Thank you for reading, I hope you enjoyed as much as I did while both performing this upgrade and writing this thread. :)

Re: Upgrading a T520-not-so-i with an Intel Core i7 *PICS*

Posted: Mon Feb 09, 2015 11:55 am
by dr_st
Lovely upgrade, and thank you for the thorough write-up and picture documentation. :bow:
Cola wrote:Next problem was that the heatsink of the T520i's surface was too small to actually cover the entire face of the new i7-2630QM, therefore I had to cut off some of the black plastic.
Fascinating that it actually comes with a full-size copper heatsink, only one that's concealed by a plastic layer. I would imagine one would have to get a whole different heatsink for a quad-code. Good to know that isn't so.
Cola wrote:I am very happy with the standard cooling solution in this laptop, even though I discovered that the rear exhaust vent is actually blocked by a piece of plastic in the i-version of the T520.
Is it blocked internally, or is the chassis itself different? And can it be unblocked without an ugly break?

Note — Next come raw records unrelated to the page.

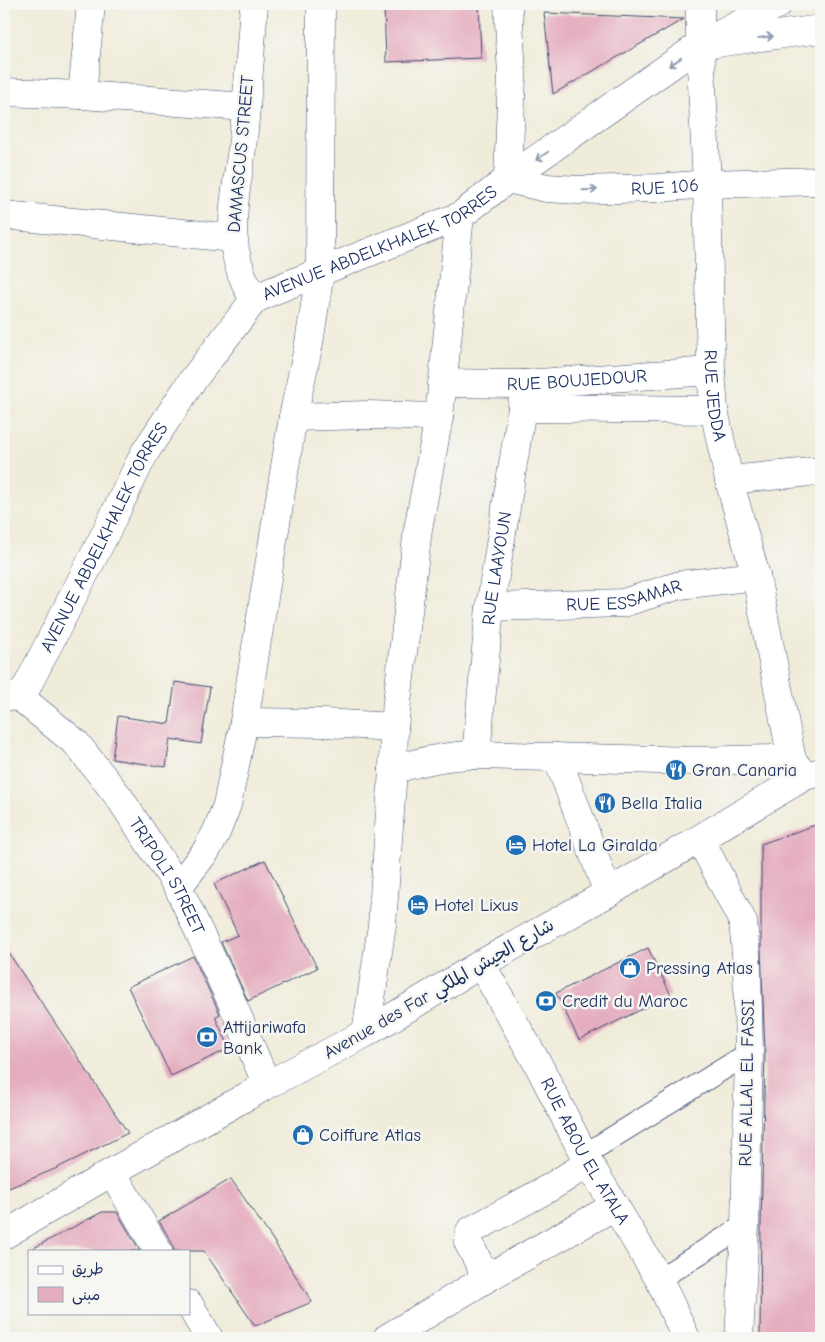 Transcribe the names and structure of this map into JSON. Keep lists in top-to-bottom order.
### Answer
{
  "streets": {
    "street": [
      "DAMASCUS STREET",
      "RUE 106",
      "AVENUE ABDELKHALEK TORRES",
      "RUE BOUJEDOUR",
      "RUE JEDDA",
      "RUE LAAYOUN",
      "RUE ESSAMAR",
      "TRIPOLI STREET",
      "Avenue des Far شارع الجيش الملكي",
      "RUE ALLAL EL FASSI",
      "RUE ABOU EL ATALA"
    ]
  },
  "crossings": [
    ["DAMASCUS STREET", "AVENUE ABDELKHALEK TORRES"],
    ["RUE 106", "AVENUE ABDELKHALEK TORRES"],
    ["RUE 106", "RUE JEDDA"],
    ["AVENUE ABDELKHALEK TORRES", "RUE JEDDA"],
    ["AVENUE ABDELKHALEK TORRES", "TRIPOLI STREET"],
    ["RUE BOUJEDOUR", "RUE JEDDA"],
    ["RUE BOUJEDOUR", "RUE LAAYOUN"],
    ["RUE JEDDA", "RUE ESSAMAR"],
    ["RUE JEDDA", "Avenue des Far شارع الجيش الملكي"],
    ["RUE LAAYOUN", "RUE ESSAMAR"],
    ["TRIPOLI STREET", "Avenue des Far شارع الجيش الملكي"],
    ["Avenue des Far شارع الجيش الملكي", "RUE ALLAL EL FASSI"],
    ["Avenue des Far شارع الجيش الملكي", "RUE ABOU EL ATALA"]
  ],
  "places": {
    "restaurant": ["Gran Canaria", "Bella Italia"],
    "hotel": ["Hotel La Giralda", "Hotel Lixus"],
    "shop": ["Pressing Atlas", "Coiffure Atlas"],
    "bank": ["Credit du Maroc", "Attijariwafa Bank"]
  },
  "legend": ["طريق", "مبنى"]
} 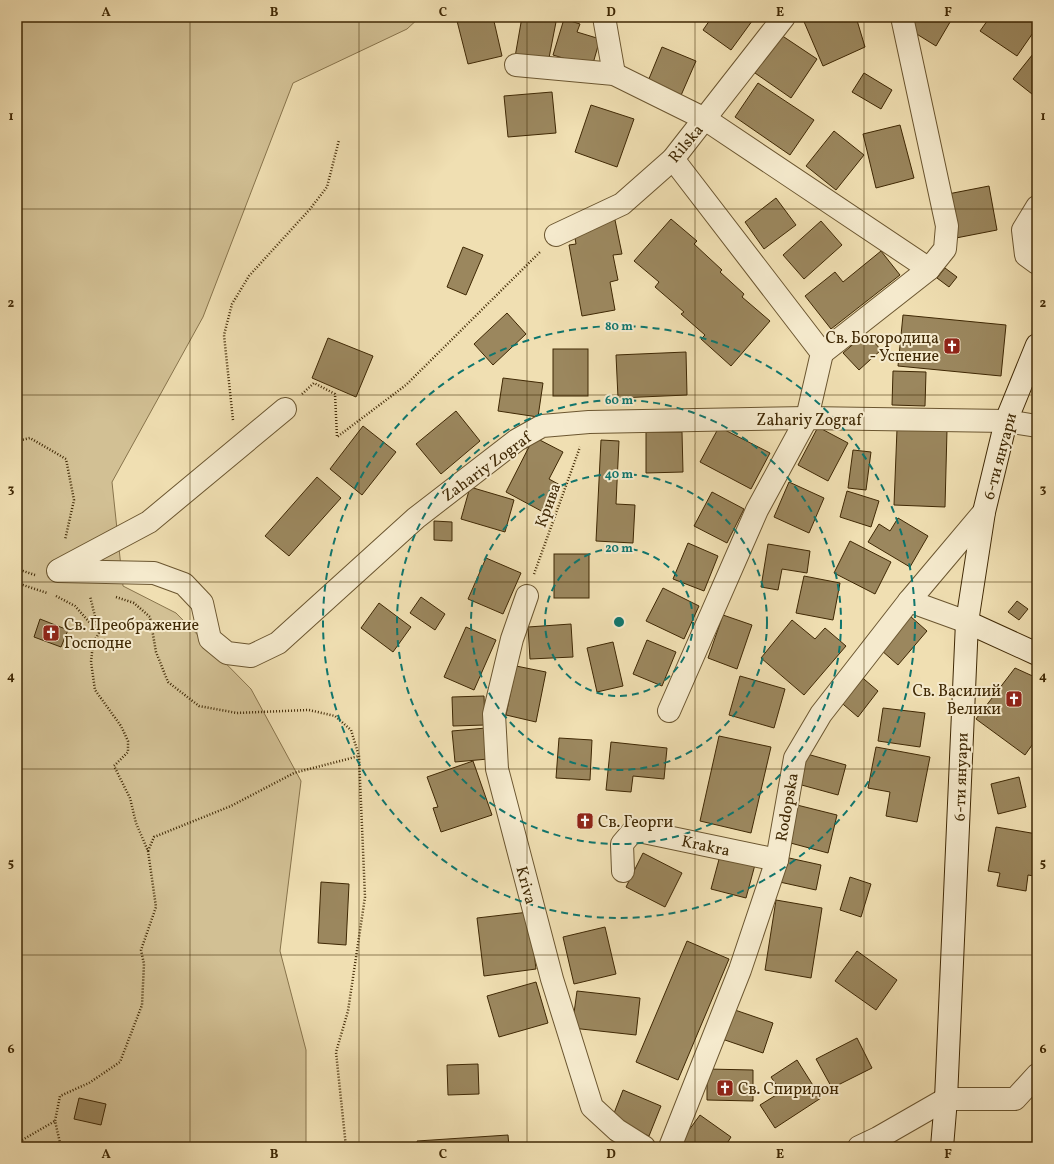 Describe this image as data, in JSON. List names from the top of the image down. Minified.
{"streets":{"street":["Rilska","Zahariy Zograf","6-ти януари","Rodopska","Krakra","Kriva"],"path":["Крива"]},"crossings":[["Zahariy Zograf","6-ти януари"],["Zahariy Zograf","Крива"],["6-ти януари","Rodopska"],["Крива","Kriva"],["Rodopska","Krakra"]],"places":{"church":["Св. Богородица - Успение","Св. Преображение Господне","Св. Василий Велики","Св. Георги","Св. Спиридон"]},"grid":{"columns":["A","B","C","D","E","F"],"rows":["1","2","3","4","5","6"]},"rings":["80 m","60 m","40 m","20 m"]} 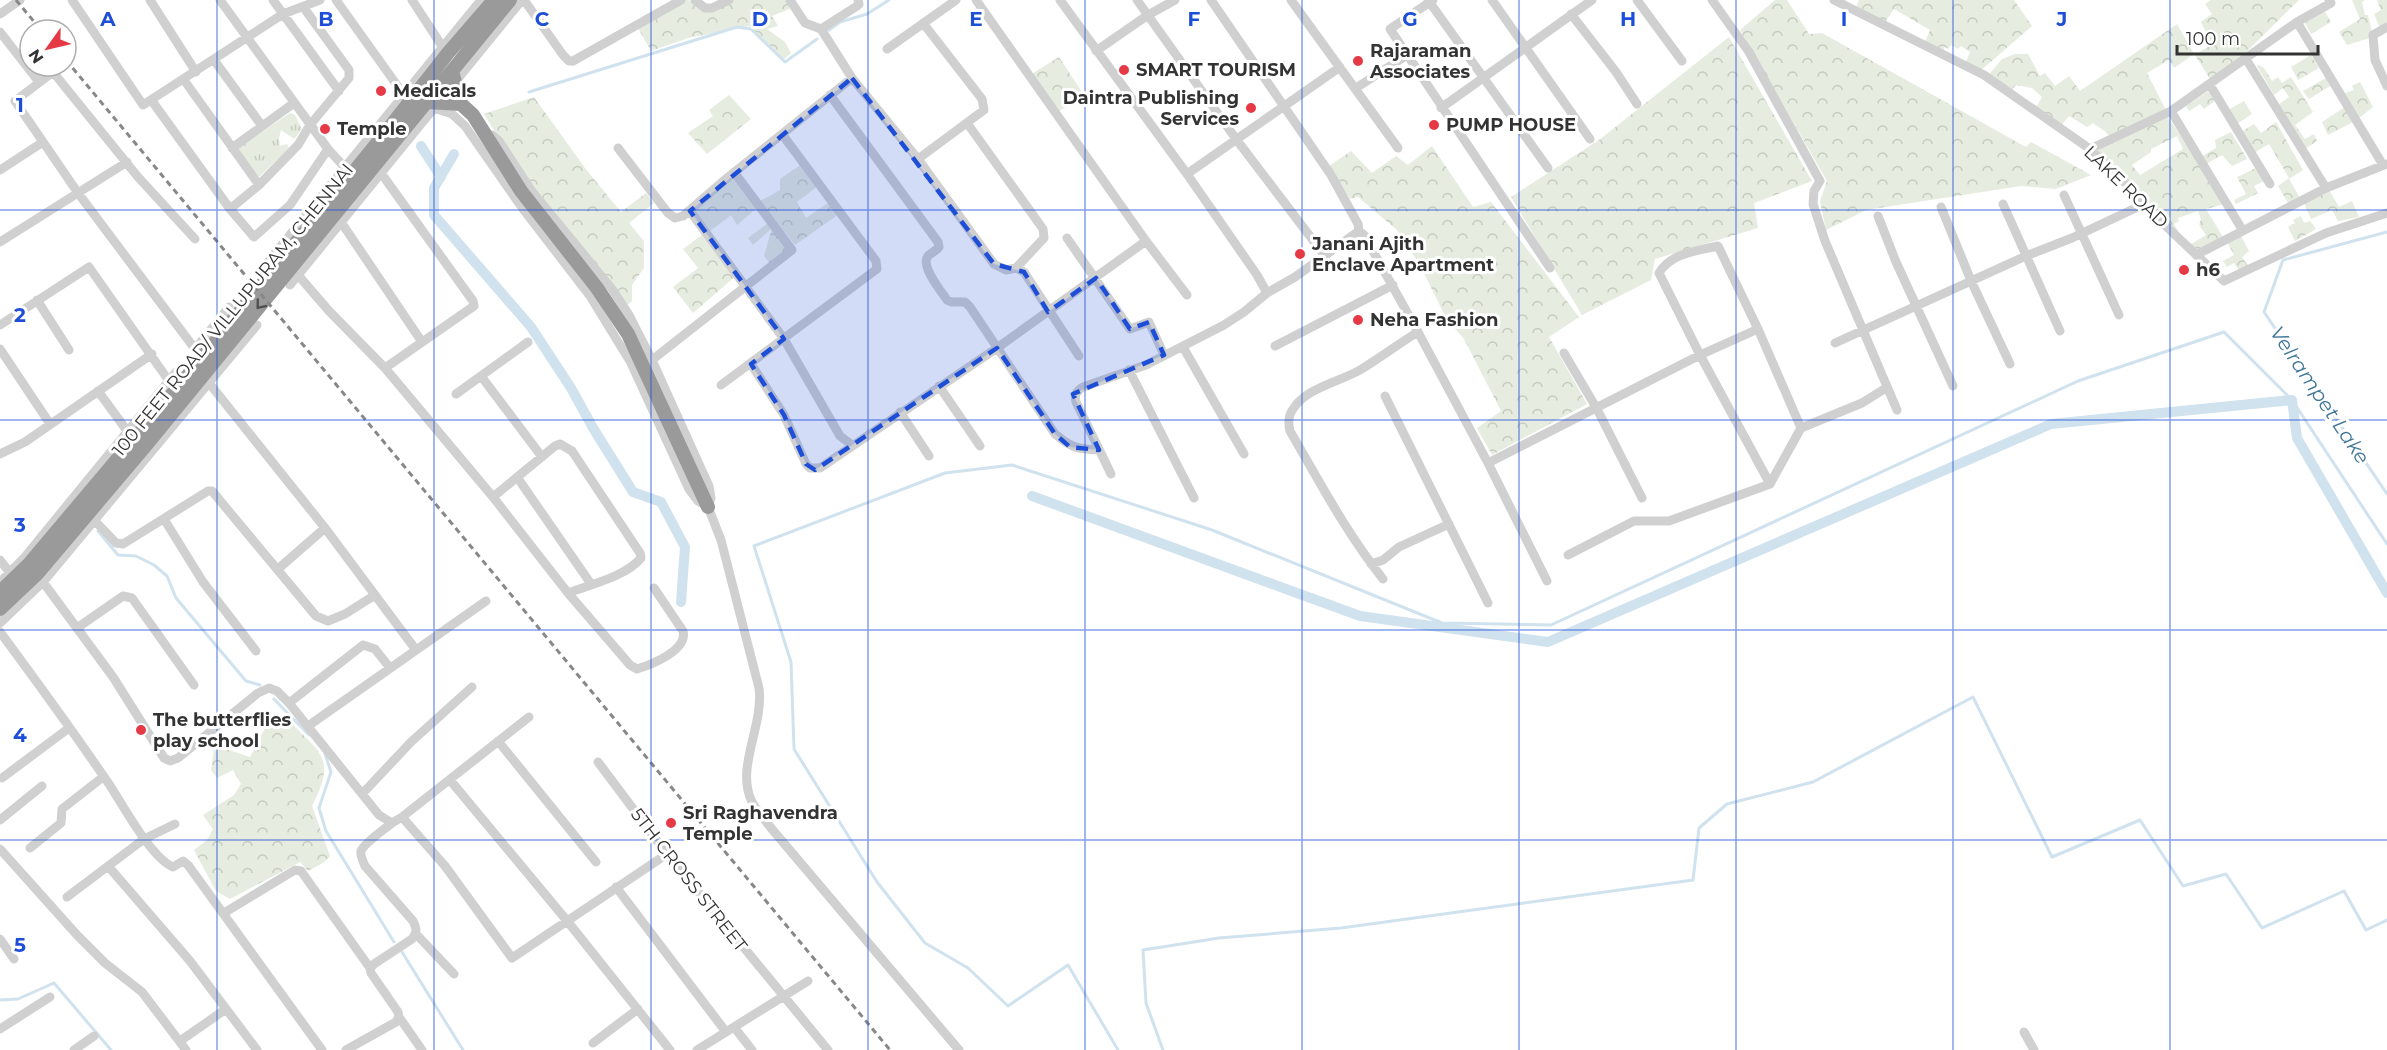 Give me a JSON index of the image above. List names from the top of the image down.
{
  "streets": {
    "highway": ["100 FEET ROAD/ VILLUPURAM, CHENNAI"],
    "street": ["LAKE ROAD", "5TH CROSS STREET"]
  },
  "water": ["Velrampet Lake"],
  "places": [
    "Rajaraman Associates",
    "SMART TOURISM",
    "Medicals",
    "Daintra Publishing Services",
    "PUMP HOUSE",
    "Temple",
    "Janani Ajith Enclave Apartment",
    "h6",
    "Neha Fashion",
    "The butterflies play school",
    "Sri Raghavendra Temple"
  ],
  "scale_bar": "100 m",
  "north": "bottom left",
  "grid": {
    "columns": [
      "A",
      "B",
      "C",
      "D",
      "E",
      "F",
      "G",
      "H",
      "I",
      "J"
    ],
    "rows": [
      "1",
      "2",
      "3",
      "4",
      "5"
    ]
  }
} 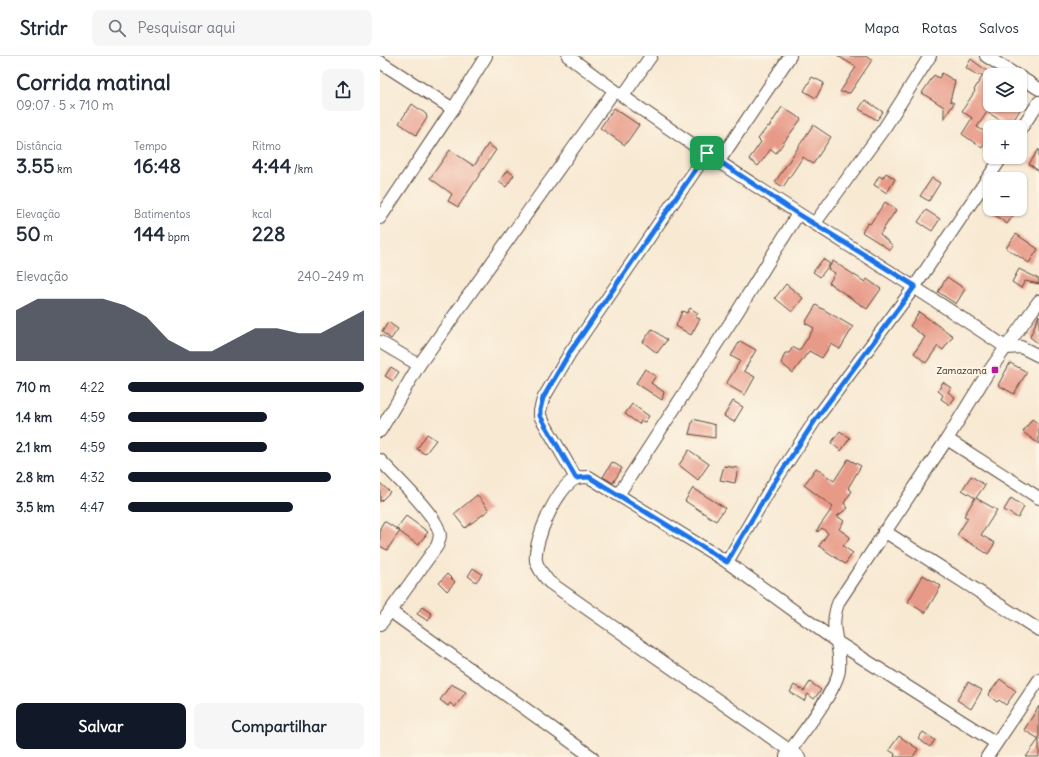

Re: Upgrading a T520-not-so-i with an Intel Core i7 *PICS*

Posted: Mon Feb 09, 2015 12:32 pm
by Cola
dr_st wrote:Lovely upgrade, and thank you for the thorough write-up and picture documentation. :bow:
Cola wrote:I am very happy with the standard cooling solution in this laptop, even though I discovered that the rear exhaust vent is actually blocked by a piece of plastic in the i-version of the T520.
Is it blocked internally, or is the chassis itself different? And can it be unblocked without an ugly break?
You're welcome! :-)

Actually, if you take a close look at this picture; Only the large of the two black things on the fan is actually a heatsink. The other smaller piece is merely a piece of plastic for blocking the rear vent.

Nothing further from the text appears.